Your task: Everything in the listing below must be duplicated exactly.

Entries supplied:
[Start of Attachment]

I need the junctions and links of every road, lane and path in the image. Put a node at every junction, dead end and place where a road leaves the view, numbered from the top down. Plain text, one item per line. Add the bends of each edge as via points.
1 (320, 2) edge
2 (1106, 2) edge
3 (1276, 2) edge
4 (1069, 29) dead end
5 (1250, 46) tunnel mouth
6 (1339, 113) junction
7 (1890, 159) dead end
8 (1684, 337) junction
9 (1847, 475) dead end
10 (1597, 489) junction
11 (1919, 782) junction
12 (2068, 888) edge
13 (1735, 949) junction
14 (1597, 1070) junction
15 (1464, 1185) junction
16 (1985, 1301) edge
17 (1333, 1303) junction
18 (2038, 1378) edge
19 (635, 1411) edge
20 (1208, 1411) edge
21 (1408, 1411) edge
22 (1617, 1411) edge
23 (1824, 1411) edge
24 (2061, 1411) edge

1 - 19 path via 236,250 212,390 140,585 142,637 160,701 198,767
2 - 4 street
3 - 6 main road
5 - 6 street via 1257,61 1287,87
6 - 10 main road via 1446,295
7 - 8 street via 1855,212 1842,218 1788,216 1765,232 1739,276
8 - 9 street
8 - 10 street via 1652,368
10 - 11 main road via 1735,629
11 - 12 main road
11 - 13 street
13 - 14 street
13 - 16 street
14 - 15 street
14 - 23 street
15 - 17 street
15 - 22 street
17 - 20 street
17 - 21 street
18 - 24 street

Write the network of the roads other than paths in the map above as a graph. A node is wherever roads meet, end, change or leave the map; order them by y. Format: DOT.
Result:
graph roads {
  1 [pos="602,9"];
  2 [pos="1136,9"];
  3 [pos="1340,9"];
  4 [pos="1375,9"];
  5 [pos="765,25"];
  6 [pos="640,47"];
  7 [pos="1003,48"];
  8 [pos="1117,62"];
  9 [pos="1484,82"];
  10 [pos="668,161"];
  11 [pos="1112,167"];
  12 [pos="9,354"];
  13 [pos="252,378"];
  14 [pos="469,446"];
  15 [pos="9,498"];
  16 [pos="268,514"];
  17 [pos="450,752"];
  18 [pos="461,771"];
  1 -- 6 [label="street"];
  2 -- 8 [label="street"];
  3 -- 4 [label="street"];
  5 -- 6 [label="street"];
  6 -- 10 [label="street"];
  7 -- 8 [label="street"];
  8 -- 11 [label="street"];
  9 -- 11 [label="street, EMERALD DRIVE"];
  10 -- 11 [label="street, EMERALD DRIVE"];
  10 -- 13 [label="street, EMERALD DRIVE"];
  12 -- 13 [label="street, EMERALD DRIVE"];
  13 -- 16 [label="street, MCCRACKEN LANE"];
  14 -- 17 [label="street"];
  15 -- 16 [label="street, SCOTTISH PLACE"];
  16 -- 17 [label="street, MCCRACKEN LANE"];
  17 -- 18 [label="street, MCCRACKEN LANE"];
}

[End of Attachment]

Output:
I need the junctions and links of every road, lane and path in the image. Put a node at every junction, dead end and place where a road leaves the view, numbered from the top down. Plain text, one item per line. Add the bends of each edge as via points.
1 (320, 2) edge
2 (1106, 2) edge
3 (1276, 2) edge
4 (1069, 29) dead end
5 (1250, 46) tunnel mouth
6 (1339, 113) junction
7 (1890, 159) dead end
8 (1684, 337) junction
9 (1847, 475) dead end
10 (1597, 489) junction
11 (1919, 782) junction
12 (2068, 888) edge
13 (1735, 949) junction
14 (1597, 1070) junction
15 (1464, 1185) junction
16 (1985, 1301) edge
17 (1333, 1303) junction
18 (2038, 1378) edge
19 (635, 1411) edge
20 (1208, 1411) edge
21 (1408, 1411) edge
22 (1617, 1411) edge
23 (1824, 1411) edge
24 (2061, 1411) edge

1 - 19 path via 236,250 212,390 140,585 142,637 160,701 198,767
2 - 4 street
3 - 6 main road
5 - 6 street via 1257,61 1287,87
6 - 10 main road via 1446,295
7 - 8 street via 1855,212 1842,218 1788,216 1765,232 1739,276
8 - 9 street
8 - 10 street via 1652,368
10 - 11 main road via 1735,629
11 - 12 main road
11 - 13 street
13 - 14 street
13 - 16 street
14 - 15 street
14 - 23 street
15 - 17 street
15 - 22 street
17 - 20 street
17 - 21 street
18 - 24 street

Write the network of the roads other than paths in the map above as a graph. A node is wherever roads meet, end, change or leave the map; order them by y. Format: DOT.
Result:
graph roads {
  1 [pos="602,9"];
  2 [pos="1136,9"];
  3 [pos="1340,9"];
  4 [pos="1375,9"];
  5 [pos="765,25"];
  6 [pos="640,47"];
  7 [pos="1003,48"];
  8 [pos="1117,62"];
  9 [pos="1484,82"];
  10 [pos="668,161"];
  11 [pos="1112,167"];
  12 [pos="9,354"];
  13 [pos="252,378"];
  14 [pos="469,446"];
  15 [pos="9,498"];
  16 [pos="268,514"];
  17 [pos="450,752"];
  18 [pos="461,771"];
  1 -- 6 [label="street"];
  2 -- 8 [label="street"];
  3 -- 4 [label="street"];
  5 -- 6 [label="street"];
  6 -- 10 [label="street"];
  7 -- 8 [label="street"];
  8 -- 11 [label="street"];
  9 -- 11 [label="street, EMERALD DRIVE"];
  10 -- 11 [label="street, EMERALD DRIVE"];
  10 -- 13 [label="street, EMERALD DRIVE"];
  12 -- 13 [label="street, EMERALD DRIVE"];
  13 -- 16 [label="street, MCCRACKEN LANE"];
  14 -- 17 [label="street"];
  15 -- 16 [label="street, SCOTTISH PLACE"];
  16 -- 17 [label="street, MCCRACKEN LANE"];
  17 -- 18 [label="street, MCCRACKEN LANE"];
}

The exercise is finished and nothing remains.